▸ **EXERCISE PROMPT**: The records below must be output exactly, with no images carried over.

▸ **RECORDS TO PROCESS**:
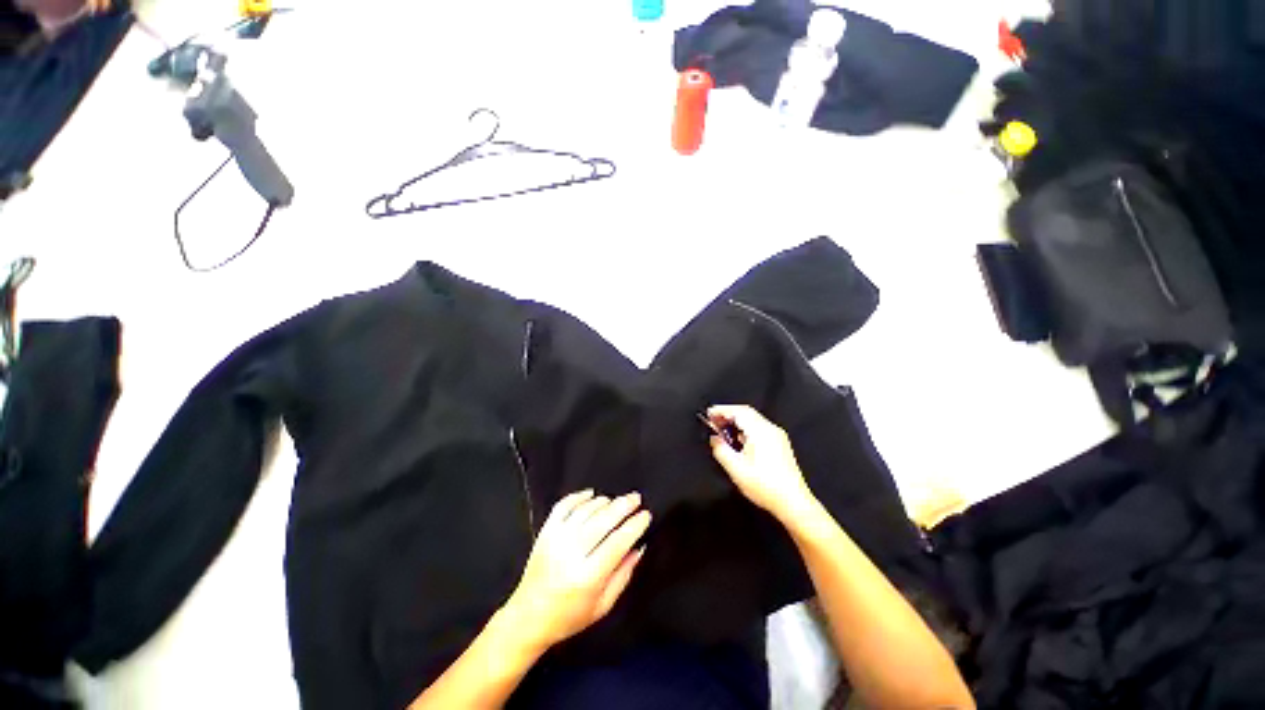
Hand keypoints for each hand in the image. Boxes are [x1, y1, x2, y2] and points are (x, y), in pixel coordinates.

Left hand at [502, 490, 650, 652]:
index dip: (634, 526)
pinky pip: (563, 505)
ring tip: (616, 502)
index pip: (617, 542)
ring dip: (604, 502)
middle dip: (623, 506)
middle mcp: (571, 554)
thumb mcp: (603, 605)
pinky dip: (578, 496)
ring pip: (585, 510)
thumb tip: (639, 547)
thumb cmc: (570, 616)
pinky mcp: (545, 531)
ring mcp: (556, 539)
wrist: (528, 617)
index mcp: (588, 576)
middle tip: (636, 498)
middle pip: (602, 521)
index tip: (646, 515)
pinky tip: (591, 494)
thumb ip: (623, 575)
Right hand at [707, 405, 817, 522]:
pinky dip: (745, 429)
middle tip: (713, 421)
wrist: (793, 503)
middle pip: (746, 413)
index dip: (721, 410)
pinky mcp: (780, 445)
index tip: (709, 413)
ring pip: (753, 421)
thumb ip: (720, 449)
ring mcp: (777, 437)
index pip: (738, 411)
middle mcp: (771, 430)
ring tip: (722, 431)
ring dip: (736, 422)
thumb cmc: (767, 487)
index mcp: (761, 431)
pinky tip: (737, 441)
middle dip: (728, 415)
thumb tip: (714, 439)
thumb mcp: (735, 468)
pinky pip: (759, 429)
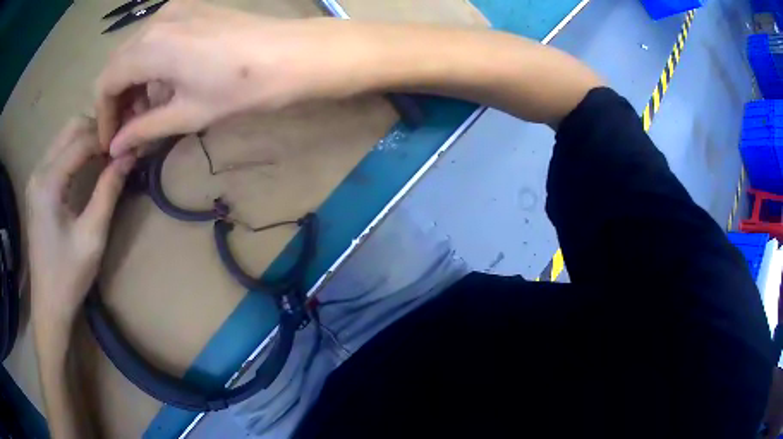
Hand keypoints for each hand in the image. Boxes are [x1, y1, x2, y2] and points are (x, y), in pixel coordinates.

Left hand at [27, 118, 135, 327]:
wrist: (48, 305)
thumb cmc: (68, 276)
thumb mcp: (92, 237)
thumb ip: (108, 191)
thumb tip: (129, 156)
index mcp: (48, 182)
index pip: (82, 140)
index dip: (108, 139)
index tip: (131, 145)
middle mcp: (39, 171)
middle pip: (71, 127)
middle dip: (97, 129)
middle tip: (119, 147)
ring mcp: (36, 177)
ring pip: (65, 136)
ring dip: (87, 138)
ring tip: (108, 154)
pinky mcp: (37, 186)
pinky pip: (59, 152)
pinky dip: (77, 150)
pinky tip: (89, 165)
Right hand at [96, 0, 368, 156]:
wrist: (294, 53)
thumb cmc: (240, 86)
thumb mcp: (186, 114)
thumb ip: (144, 128)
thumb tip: (116, 147)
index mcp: (149, 47)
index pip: (106, 83)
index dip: (104, 115)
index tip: (111, 142)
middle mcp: (156, 21)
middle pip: (118, 64)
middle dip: (118, 100)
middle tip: (129, 131)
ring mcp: (176, 9)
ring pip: (136, 50)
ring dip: (134, 82)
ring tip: (149, 113)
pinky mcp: (192, 7)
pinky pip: (157, 37)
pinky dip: (152, 63)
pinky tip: (166, 84)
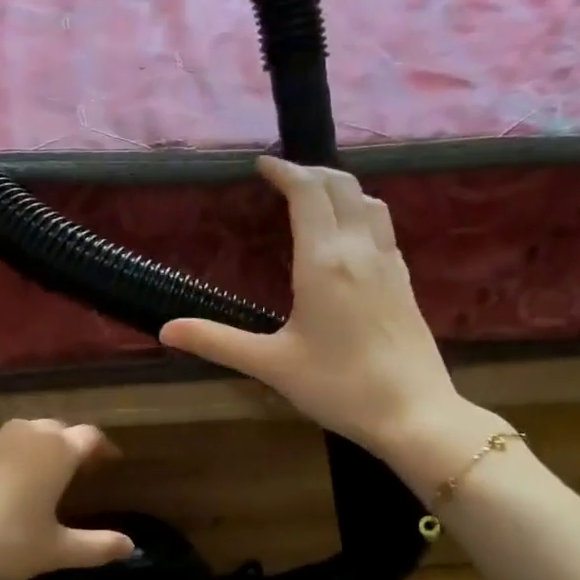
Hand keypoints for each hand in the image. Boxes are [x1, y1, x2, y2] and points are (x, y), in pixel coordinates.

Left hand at [0, 419, 134, 579]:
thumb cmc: (5, 542)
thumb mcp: (55, 550)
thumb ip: (97, 546)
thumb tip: (131, 546)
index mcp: (56, 451)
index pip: (90, 436)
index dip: (103, 449)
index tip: (110, 463)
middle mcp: (26, 435)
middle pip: (57, 429)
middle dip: (70, 445)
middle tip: (78, 469)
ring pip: (23, 434)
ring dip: (37, 448)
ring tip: (40, 474)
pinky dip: (6, 458)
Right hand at [160, 157, 506, 490]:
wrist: (414, 413)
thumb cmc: (339, 387)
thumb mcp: (271, 365)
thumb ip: (217, 341)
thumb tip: (166, 330)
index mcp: (324, 261)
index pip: (307, 192)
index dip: (284, 171)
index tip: (261, 165)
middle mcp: (359, 249)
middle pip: (341, 186)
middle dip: (311, 172)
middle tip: (282, 178)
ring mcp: (389, 263)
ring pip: (369, 201)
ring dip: (340, 188)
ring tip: (315, 198)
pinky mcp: (405, 281)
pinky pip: (382, 227)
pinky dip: (360, 212)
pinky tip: (349, 237)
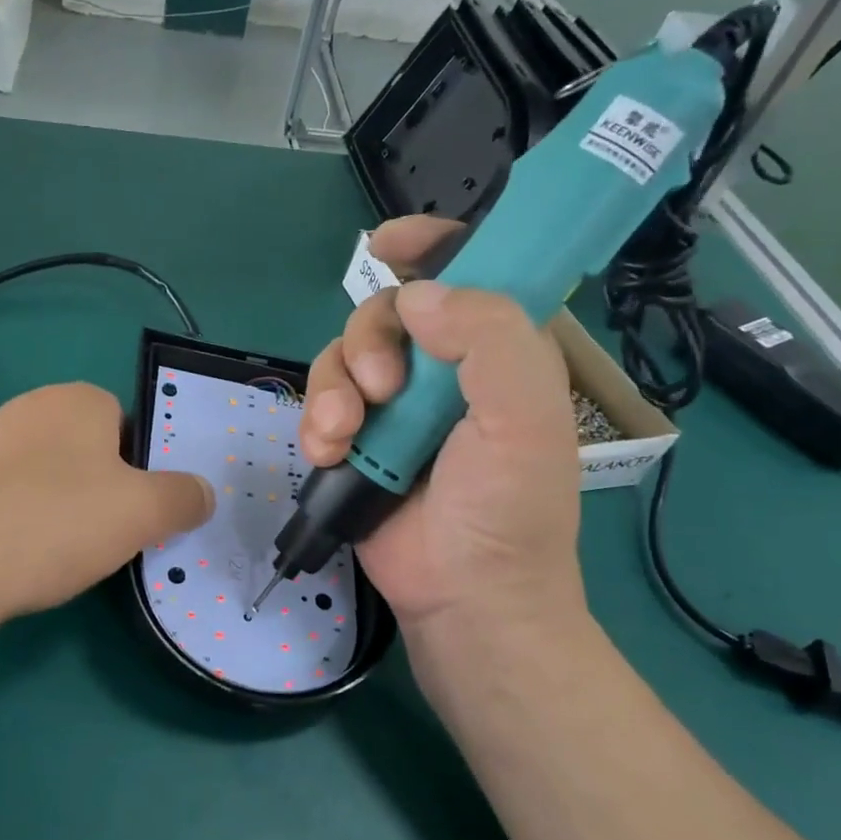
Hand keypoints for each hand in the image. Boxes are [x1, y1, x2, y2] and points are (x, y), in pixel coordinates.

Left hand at [0, 382, 214, 620]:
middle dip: (107, 493)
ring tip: (63, 556)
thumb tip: (201, 494)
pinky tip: (23, 560)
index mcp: (78, 399)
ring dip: (67, 512)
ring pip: (52, 478)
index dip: (144, 471)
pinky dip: (27, 526)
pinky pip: (13, 499)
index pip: (131, 425)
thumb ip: (184, 497)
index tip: (140, 514)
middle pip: (92, 452)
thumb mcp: (144, 512)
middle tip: (108, 538)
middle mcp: (30, 408)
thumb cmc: (54, 524)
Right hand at [301, 216, 588, 657]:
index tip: (388, 242)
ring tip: (343, 434)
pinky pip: (320, 402)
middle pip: (387, 311)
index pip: (468, 272)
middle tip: (383, 389)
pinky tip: (329, 453)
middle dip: (371, 341)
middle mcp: (445, 369)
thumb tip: (418, 297)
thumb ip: (488, 339)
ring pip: (343, 354)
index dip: (431, 245)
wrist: (464, 596)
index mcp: (499, 351)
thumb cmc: (507, 510)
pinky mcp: (356, 439)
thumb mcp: (523, 418)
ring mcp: (395, 406)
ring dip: (334, 388)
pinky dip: (317, 422)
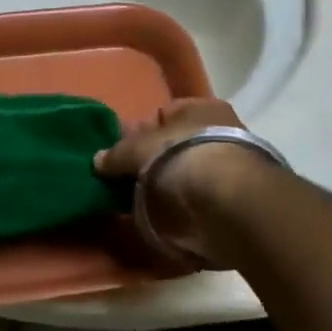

▸ **SOLUTION**:
Hand keypoints for each hand in the image. Boxes are [x1, y1, x2, y2] and points are (x, y), in pixel coordinates.

Left hand at [502, 490, 650, 652]:
index dip: (634, 526)
pinky pip: (563, 505)
ring tip: (616, 502)
index pip: (617, 542)
ring dip: (604, 502)
middle dip: (623, 506)
middle mcp: (571, 554)
thumb mcp: (603, 605)
pinky dip: (578, 496)
ring pip: (585, 510)
thumb tip: (639, 547)
thumb cmc: (570, 616)
pinky mcp: (545, 531)
ring mcp: (556, 539)
wrist: (528, 617)
index mcp: (588, 576)
middle tip: (636, 498)
middle pip: (602, 521)
index tip: (646, 515)
pinky tip: (591, 494)
thumb ip: (623, 575)
Right hand at [707, 405, 817, 522]:
pinky dip: (745, 429)
middle tip: (713, 421)
wrist: (793, 503)
middle pip: (746, 413)
index dip: (721, 410)
pinky mcp: (780, 445)
index tip: (709, 413)
ring pip: (753, 421)
thumb ip: (720, 449)
ring mcp: (777, 437)
index pip: (738, 411)
middle mcp: (771, 430)
ring tip: (722, 431)
ring dip: (736, 422)
thumb cmc: (767, 487)
index mcp: (761, 431)
pinky tip: (737, 441)
middle dip: (728, 415)
thumb tip: (714, 439)
thumb mcp: (735, 468)
pinky pip: (759, 429)
Hand keypoints for each hand in the image. Boxes are [x1, y1, x2, y2] and points are (x, y), in pixel coordinates.

Left hand at [27, 118, 135, 327]:
wrist: (48, 305)
thumb cmc: (68, 276)
thumb mcp: (92, 237)
thumb ip: (108, 191)
thumb tip: (129, 156)
index mcp: (48, 182)
index pip: (82, 140)
index dip: (108, 139)
index tip: (131, 145)
middle mcp: (39, 171)
middle pip: (71, 127)
middle dip: (97, 129)
middle tip: (119, 147)
ring mcp: (36, 177)
ring pip: (65, 136)
ring dip: (87, 138)
ring tip: (108, 154)
pinky mcp: (37, 186)
pinky pip: (59, 152)
pinky dip: (77, 150)
pinky tip: (89, 165)
Right hand at [96, 0, 368, 156]:
wrist: (294, 53)
thumb cmc: (240, 86)
thumb mcp: (186, 114)
thumb ip: (144, 128)
thumb tip: (116, 147)
index mcp: (149, 47)
index pip: (106, 83)
index dip: (104, 115)
index tip: (111, 142)
middle mcp: (156, 21)
middle pip: (118, 64)
middle dip: (118, 100)
middle tip: (129, 131)
ring mcp: (176, 9)
ring pip: (136, 50)
ring dip: (134, 82)
ring tip: (149, 113)
pinky mcp: (192, 7)
pinky pip: (157, 37)
pinky dip: (152, 63)
pinky tip: (166, 84)
Hand keypoints for each hand in the image. Boxes are [x1, y1, x2, y2] and points are (x, y), in pixel coordinates.

Left hand at [0, 419, 134, 579]:
thumb cmc: (5, 542)
thumb mcp: (55, 550)
thumb ip: (97, 546)
thumb tip: (131, 546)
index mcp: (56, 451)
index pip: (90, 436)
index dip: (103, 449)
index tip: (110, 463)
middle mcp: (26, 435)
middle pip: (57, 429)
middle dip: (70, 445)
middle tip: (78, 469)
ring pip: (23, 434)
ring dip: (37, 448)
ring tip: (40, 474)
pinky dip: (6, 458)
Right hand at [160, 157, 506, 490]:
wrist: (414, 413)
thumb cmc: (339, 387)
thumb mcp: (271, 365)
thumb ip: (217, 341)
thumb tip: (166, 330)
index mcp: (324, 261)
index pip: (307, 192)
index dip: (284, 171)
index tip: (261, 165)
middle mcp: (359, 249)
middle pip: (341, 186)
middle dip: (311, 172)
middle tip: (282, 178)
ring mcp: (389, 263)
ring pip: (369, 201)
ring dip: (340, 188)
ring tip: (315, 198)
pinky mcp: (405, 281)
pinky pip: (382, 227)
pinky dip: (360, 212)
pinky tip: (349, 237)
Hand keypoints for each hand in the image. Boxes are [x1, y1, x2, y2] and points are (x, y), in pixel coordinates.

Left hand at [0, 382, 214, 620]:
middle dip: (107, 493)
ring tip: (63, 556)
thumb tip: (201, 494)
pinky tip: (23, 560)
index mcp: (78, 399)
ring dip: (67, 512)
ring pip: (52, 478)
index dip: (144, 471)
pinky dip: (27, 526)
pinky pip: (13, 499)
index pip: (131, 425)
thumb ip: (184, 497)
index tip: (140, 514)
middle pip: (92, 452)
thumb mcp: (144, 512)
middle tip: (108, 538)
middle mcp: (30, 408)
thumb cmc: (54, 524)
Right hand at [301, 216, 588, 657]:
index tip: (388, 242)
ring tip: (343, 434)
pinky pip: (320, 402)
middle pip: (387, 311)
index pip: (468, 272)
middle tip: (383, 389)
pinky tip: (329, 453)
middle dip: (371, 341)
middle mcp: (445, 369)
thumb tip: (418, 297)
thumb ip: (488, 339)
ring pip: (343, 354)
index dip: (431, 245)
wrist: (464, 596)
index mcp: (499, 351)
thumb cmc: (507, 510)
pinky mcp: (356, 439)
thumb mcp: (523, 418)
ring mcp: (395, 406)
ring dip: (334, 388)
pinky dip: (317, 422)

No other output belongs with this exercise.